Top of the leaderboard
In golf, when you get hot at just the right time, good things happen. And that’s exactly what George Markham did in April and May, going on a tear that ended with a pair of championships and an appearance at nationals.
It all started in late April, when Markham led the Orediggers to their first RMAC Championship since 2012. The Orediggers won by a single stroke over Regis University on a drama-packed final day, with a pair of late birdies by Tim Amundson helping pave the way. Markham was the individual star, finishing second on rounds of 67, 68 and 68, and he carried that momentum forward to the NCAA West/South Central Regional Championships in Amarillo, Texas, on May 7-9. After an opening-round 74, Markham charged up the leaderboard with back-to-back rounds of 67 to force a playoff for the individual championship, which he won on the second hole. He became only the second Oredigger to win an NCAA Regional championship.
That win earned Markham a coveted spot at the NCAA Division II Championship tournament in Alabama, and he didn’t disappoint there either, finishing tied for 20th in a field of the nation’s best golfers.
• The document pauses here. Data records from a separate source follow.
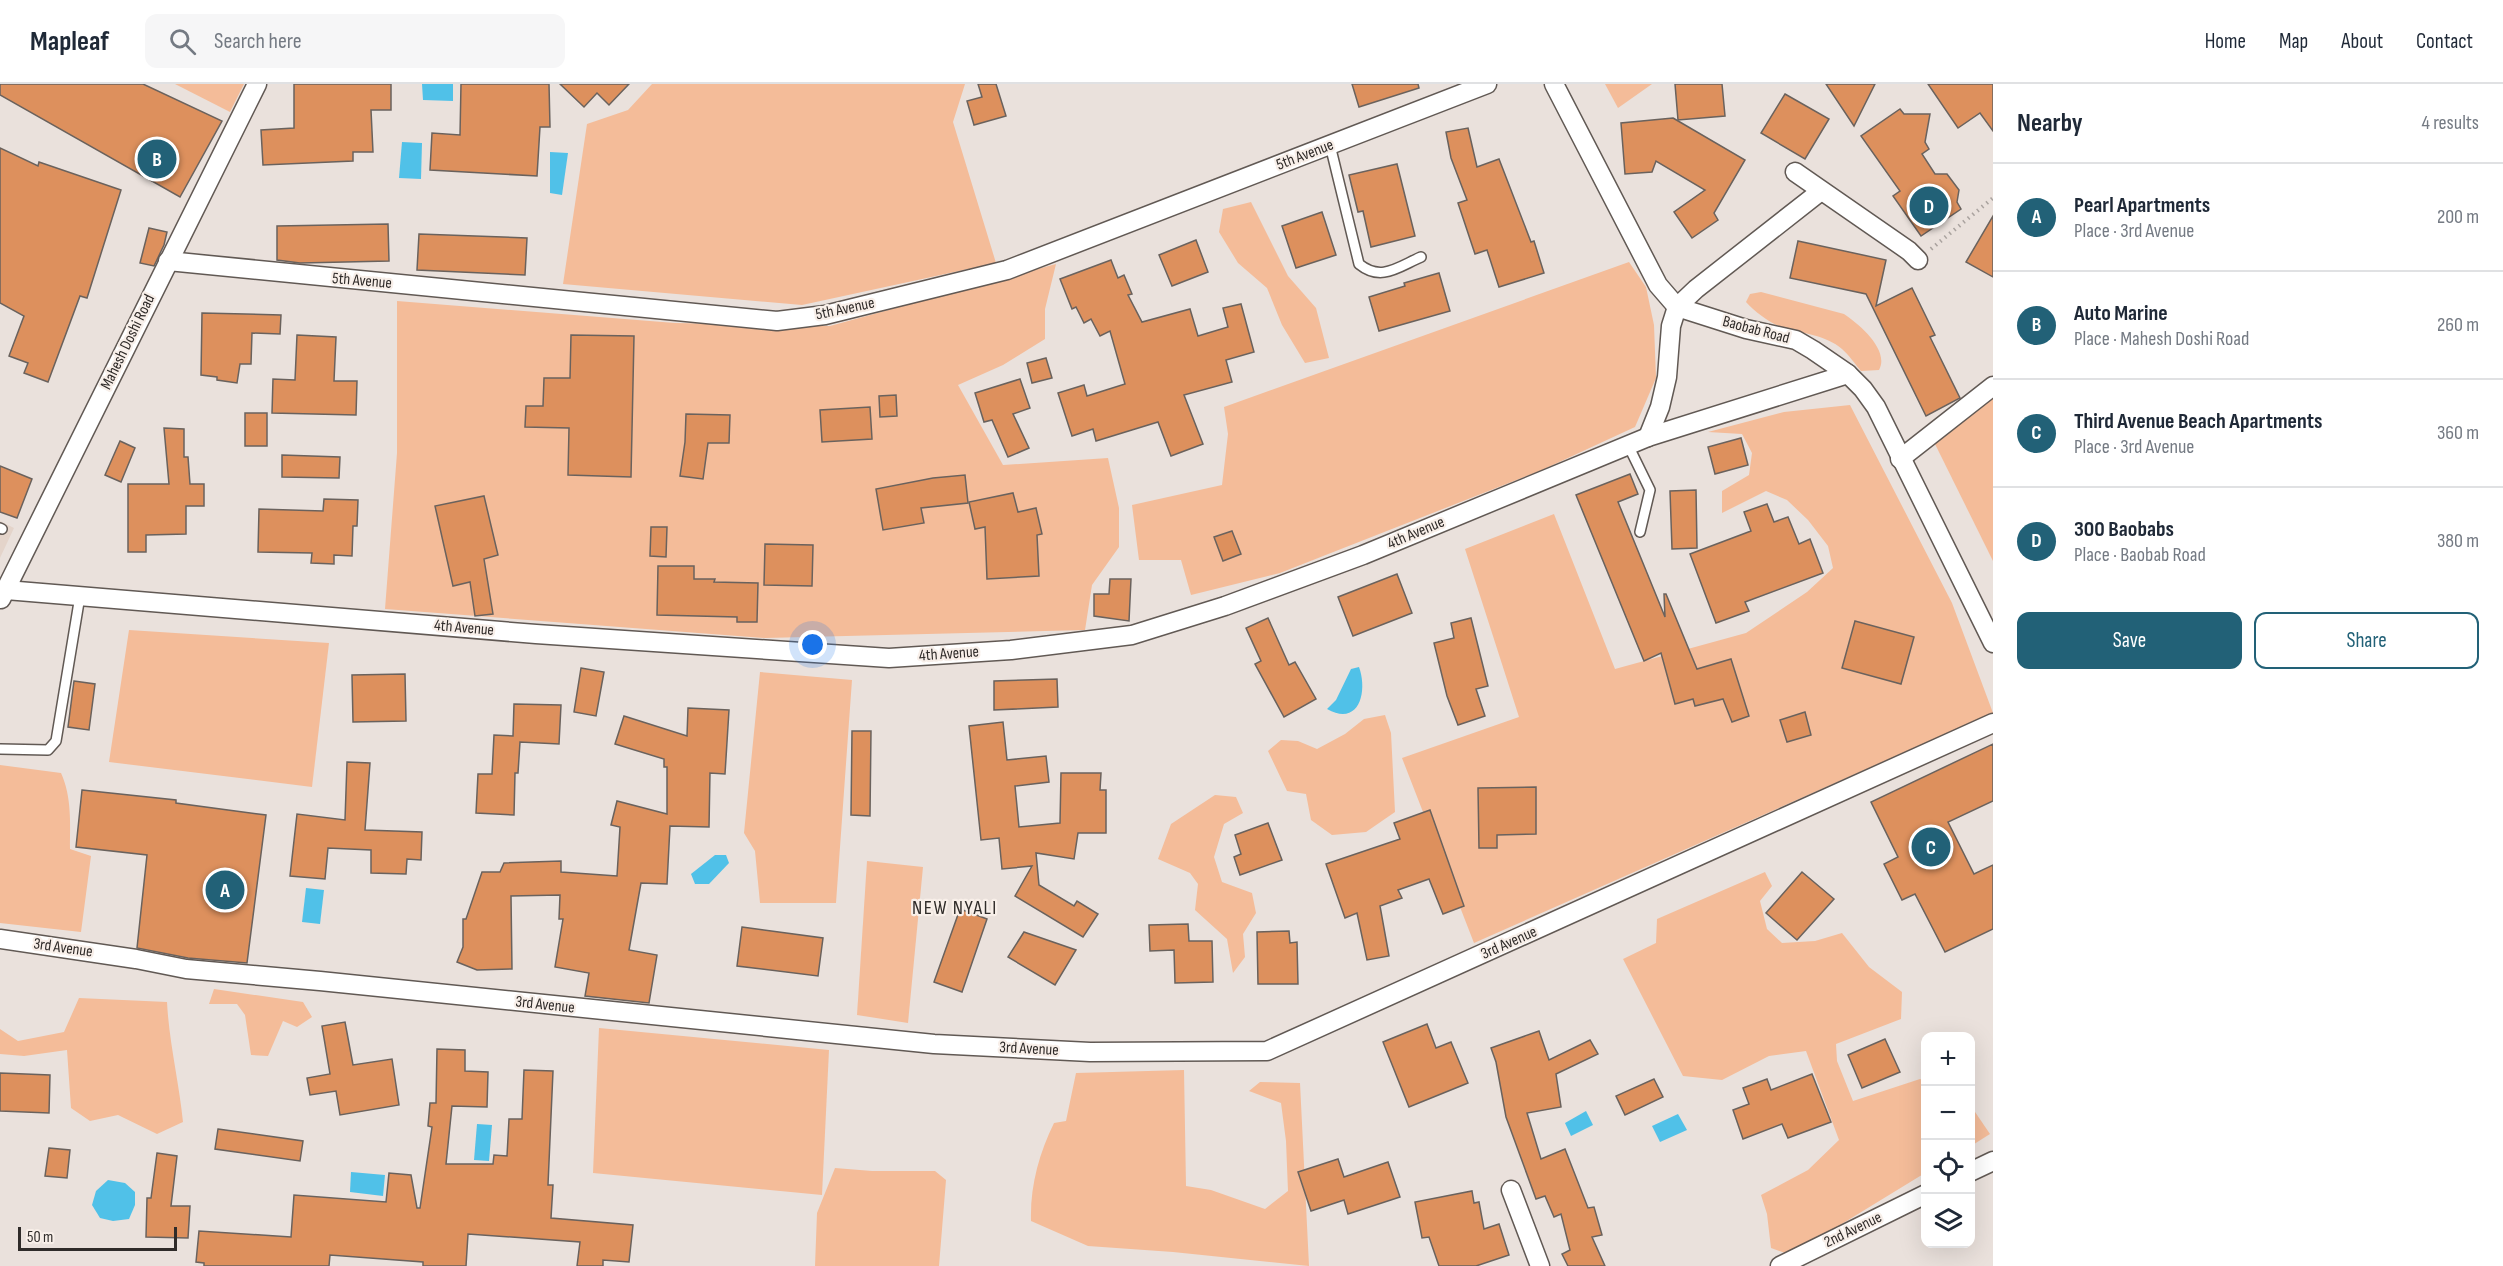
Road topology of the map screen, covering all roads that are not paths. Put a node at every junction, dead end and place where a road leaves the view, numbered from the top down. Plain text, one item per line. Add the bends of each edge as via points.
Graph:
1 (257, 84) edge
2 (1487, 84) edge
3 (1554, 84) edge
4 (1330, 145) junction
5 (1796, 172) dead end
6 (1821, 191) junction
7 (1421, 257) dead end
8 (1918, 260) road end
9 (168, 261) junction
10 (1677, 307) junction
11 (1848, 374) junction
12 (1993, 386) edge
13 (1648, 437) junction
14 (1628, 445) junction
15 (1900, 459) junction
16 (1640, 532) dead end
17 (3, 595) edge
18 (80, 596) junction
19 (1993, 643) edge
20 (1993, 723) edge
21 (0, 749) edge
22 (0, 939) edge
23 (1993, 1161) edge
24 (1975, 1170) edge
25 (1511, 1190) dead end
26 (1921, 1196) edge
27 (1540, 1266) edge
28 (1780, 1266) edge

1 - 9 street, Mahesh Doshi Road
2 - 4 street, 5th Avenue
3 - 10 street via 1658,285
4 - 7 lane via 1359,264 1369,273 1382,274
4 - 9 street, 5th Avenue via 1007,270 825,315 777,321
5 - 6 street
6 - 8 street
6 - 10 street
9 - 17 street, Mahesh Doshi Road
10 - 11 street, Baobab Road via 1796,340
10 - 13 street via 1671,326 1668,376
11 - 13 street, 4th Avenue
11 - 15 street, Baobab Road via 1876,407
12 - 15 street
13 - 14 street, 4th Avenue
14 - 16 lane via 1650,490
14 - 18 street, 4th Avenue via 1363,555 1225,606 1132,635 1011,650 889,658 536,634
15 - 19 street, Baobab Road
17 - 18 street, 4th Avenue
18 - 21 lane via 56,741 48,750
20 - 22 street, 3rd Avenue via 1267,1051 1090,1052 934,1044 186,969
23 - 24 street
25 - 27 street
26 - 28 street, 2nd Avenue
The best news for Mines? Markham is only a junior, and the Orediggers will return four of their five starters next year, including all-RMAC picks Amundson and Nic Beno and RMAC Academic Golfer of the Year AJ Berry.
Becoming an Olympian
At the opening of the 2020 Summer Olympics, it will be 48 years since Mines produced an Olympian. But thanks to Seamus Millett, that streak could come to an end.
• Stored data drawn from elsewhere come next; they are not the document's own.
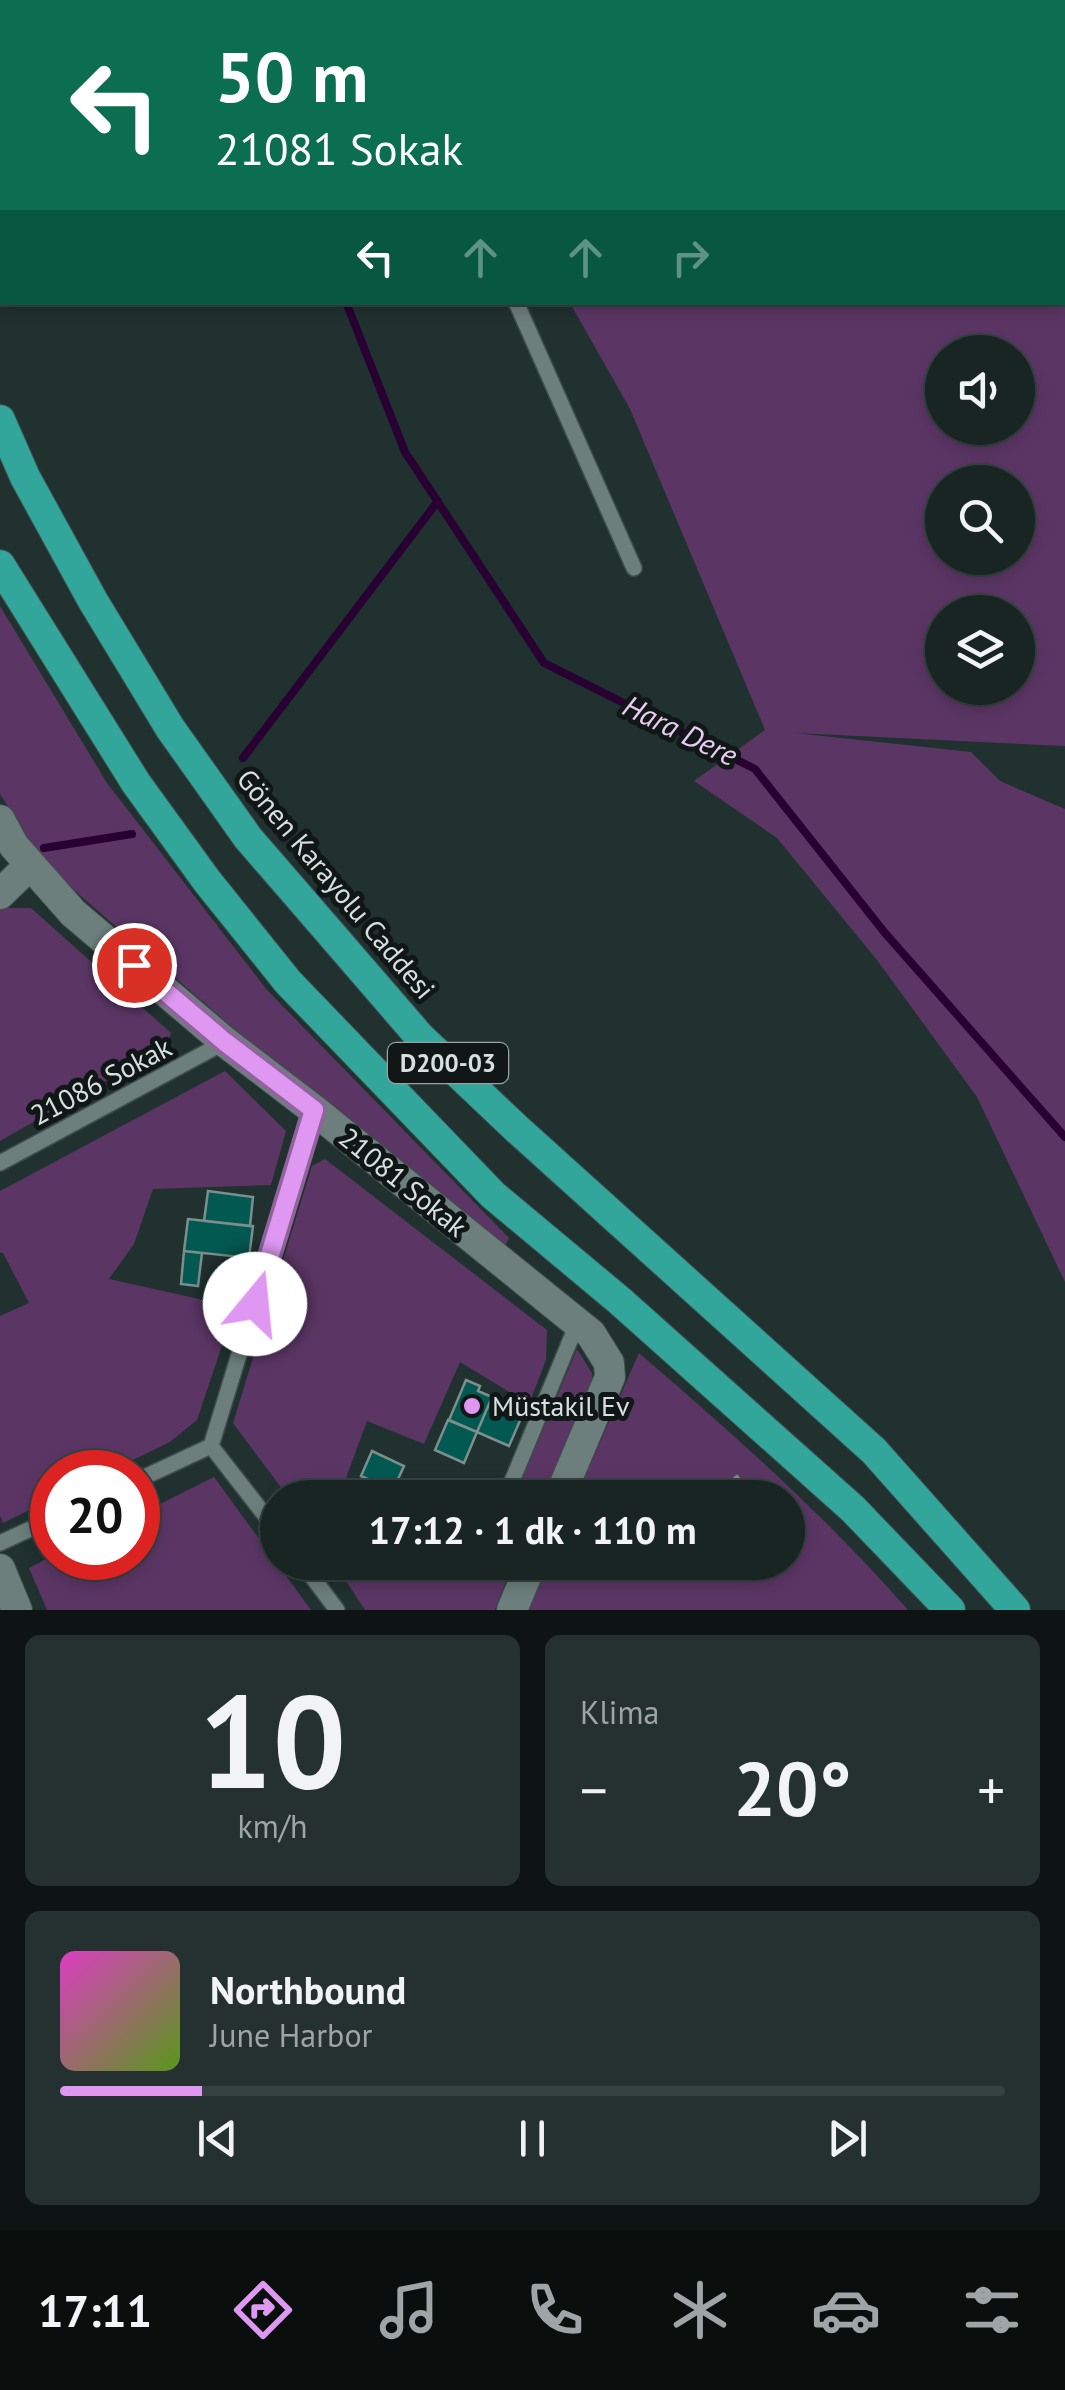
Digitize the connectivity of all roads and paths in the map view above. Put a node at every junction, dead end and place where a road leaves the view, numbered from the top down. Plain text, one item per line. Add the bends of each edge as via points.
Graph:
1 (517, 305) edge
2 (0, 420) edge
3 (0, 565) edge
4 (634, 568) dead end
5 (0, 820) edge
6 (30, 865) junction
7 (0, 894) edge
8 (225, 1042) junction
9 (314, 1110) junction
10 (0, 1163) edge
11 (578, 1324) junction
12 (212, 1446) junction
13 (160, 1470) edge
14 (513, 1480) edge
15 (567, 1480) edge
16 (260, 1509) edge
17 (30, 1529) edge
18 (0, 1543) edge
19 (0, 1568) edge
20 (314, 1580) edge
21 (524, 1580) edge
22 (17, 1610) edge
23 (337, 1610) edge
24 (512, 1610) edge
25 (950, 1610) edge
26 (1015, 1610) edge

1 - 4 lane
2 - 26 highway, Gönen Karayolu Caddesi / D200-03 via 93,601 170,728 248,838 420,1037 874,1450
3 - 25 highway, D200-03 via 136,783 288,982 493,1195 853,1509
5 - 6 street, 21081 Sokak
6 - 7 street
6 - 8 street, 21081 Sokak via 73,913
8 - 9 street, 21081 Sokak
8 - 10 lane, 21086 Sokak
9 - 11 street, 21081 Sokak
9 - 12 lane
11 - 14 lane
11 - 15 street, 21081 Sokak via 601,1348 610,1377
12 - 13 lane
12 - 16 lane
17 - 18 lane
19 - 22 street
20 - 23 lane
21 - 24 street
Millett, a junior studying civil engineering and member of the Mines swimming team, is one of the United States’ top young modern pentathletes. The Olympic event combines five different disciplines—swimming, cross country running, shooting, fencing and equestrian—representing the skills an ancient Greek warrior needed in battle.
The modern pentathlon is in Millett’s blood. His mother, Jennifer Thurston, was a member of the U.S. national team in the 1980s, and Millett grew up riding horses and running, eventually taking up fencing in middle school and becoming one of the top youth pentathletes in the world. When it was time to choose a college, Millett knew he wanted to be able to continue in the sport.
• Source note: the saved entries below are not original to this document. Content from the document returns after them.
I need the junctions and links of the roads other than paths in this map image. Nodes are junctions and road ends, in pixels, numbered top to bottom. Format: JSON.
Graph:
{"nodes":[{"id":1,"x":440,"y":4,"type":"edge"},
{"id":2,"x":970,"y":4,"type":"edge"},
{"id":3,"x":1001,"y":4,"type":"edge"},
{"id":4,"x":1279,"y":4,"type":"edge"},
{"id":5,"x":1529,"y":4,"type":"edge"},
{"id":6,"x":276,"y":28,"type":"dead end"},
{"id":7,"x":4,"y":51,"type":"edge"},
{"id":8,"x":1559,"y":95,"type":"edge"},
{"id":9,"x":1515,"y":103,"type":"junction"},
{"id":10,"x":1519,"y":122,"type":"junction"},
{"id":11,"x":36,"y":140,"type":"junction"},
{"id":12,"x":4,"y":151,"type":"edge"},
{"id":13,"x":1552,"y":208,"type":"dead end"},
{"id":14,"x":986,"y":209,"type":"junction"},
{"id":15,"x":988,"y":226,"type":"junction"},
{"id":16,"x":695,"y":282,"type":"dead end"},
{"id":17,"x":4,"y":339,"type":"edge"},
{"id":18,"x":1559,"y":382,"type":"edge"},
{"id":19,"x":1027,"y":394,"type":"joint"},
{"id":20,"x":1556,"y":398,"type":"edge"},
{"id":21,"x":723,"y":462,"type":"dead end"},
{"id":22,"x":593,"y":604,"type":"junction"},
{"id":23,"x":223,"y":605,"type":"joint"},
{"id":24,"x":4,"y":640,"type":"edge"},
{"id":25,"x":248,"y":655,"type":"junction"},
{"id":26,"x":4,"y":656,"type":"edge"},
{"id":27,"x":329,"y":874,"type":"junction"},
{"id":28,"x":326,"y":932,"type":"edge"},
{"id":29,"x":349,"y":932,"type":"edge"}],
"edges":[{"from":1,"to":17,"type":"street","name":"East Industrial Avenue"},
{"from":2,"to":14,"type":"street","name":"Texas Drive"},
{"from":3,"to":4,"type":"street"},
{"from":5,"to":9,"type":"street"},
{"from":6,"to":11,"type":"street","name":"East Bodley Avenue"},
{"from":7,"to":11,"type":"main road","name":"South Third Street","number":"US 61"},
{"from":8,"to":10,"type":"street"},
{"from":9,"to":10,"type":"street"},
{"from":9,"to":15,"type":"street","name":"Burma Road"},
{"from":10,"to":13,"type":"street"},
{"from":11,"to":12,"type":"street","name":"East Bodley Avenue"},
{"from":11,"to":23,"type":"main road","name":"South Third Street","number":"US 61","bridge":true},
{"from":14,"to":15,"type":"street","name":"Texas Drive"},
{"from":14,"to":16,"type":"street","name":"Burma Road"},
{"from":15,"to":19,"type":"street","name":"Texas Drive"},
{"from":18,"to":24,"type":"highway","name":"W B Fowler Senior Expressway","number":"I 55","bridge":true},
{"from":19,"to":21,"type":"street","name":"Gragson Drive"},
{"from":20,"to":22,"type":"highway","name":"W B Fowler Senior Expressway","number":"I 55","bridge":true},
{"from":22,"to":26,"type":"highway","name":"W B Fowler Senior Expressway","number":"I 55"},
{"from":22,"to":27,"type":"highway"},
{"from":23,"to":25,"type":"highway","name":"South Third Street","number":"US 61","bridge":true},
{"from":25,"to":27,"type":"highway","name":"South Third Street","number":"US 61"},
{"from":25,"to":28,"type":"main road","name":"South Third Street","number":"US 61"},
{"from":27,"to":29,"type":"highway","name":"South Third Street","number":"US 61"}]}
“I chose to come to Mines because of the academics and the career I was looking to pursue,” Millett said. “But I definitely did work hard to make sure I could still do pentathlon in college. That’s where swimming with the team comes in, and I made sure to find fencing and riding clubs in the Denver area.”
Millett’s training looks different from most student-athletes. He can often be found in the pool with the Mines swimming team practicing for the 200-meter freestyle event. Other times, he’s at a fencing club in Denver to train with an épée or for target practice with a laser gun. For riding, which consists of a show jumping course, Millett trains at an equestrian club in Parker, Colorado. He also follows a running plan created by USA Pentathlon.
At only 19 years old, Millett has plenty of time to qualify for the Olympics in Tokyo in 2020, Paris in 2024 or Los Angeles in 2028. To get there, he’ll have to be one of the top two ranked Americans and in the top 36 in the world or win an automatic berth through certain major events such as the Pan American Games.
A five-time USA Youth Modern Pentathlon national champion, Millett is currently ranked second in the U.S. senior men’s rankings and finished 27th at last year’s Youth World Championships.
“You have to qualify internationally, and each country is only allowed two spots,” Millett said. “I need to get involved in some more international senior-level competition, the 21-and-over Olympic-level age group.”
Millett is entered in the U.S. Nationals in San Antonio and the Junior World Championships in Prague. If all goes well, he hopes to attend the Senior World Championships this September in Mexico City and eventually the 2019 Pan Am Games in Lima, Peru.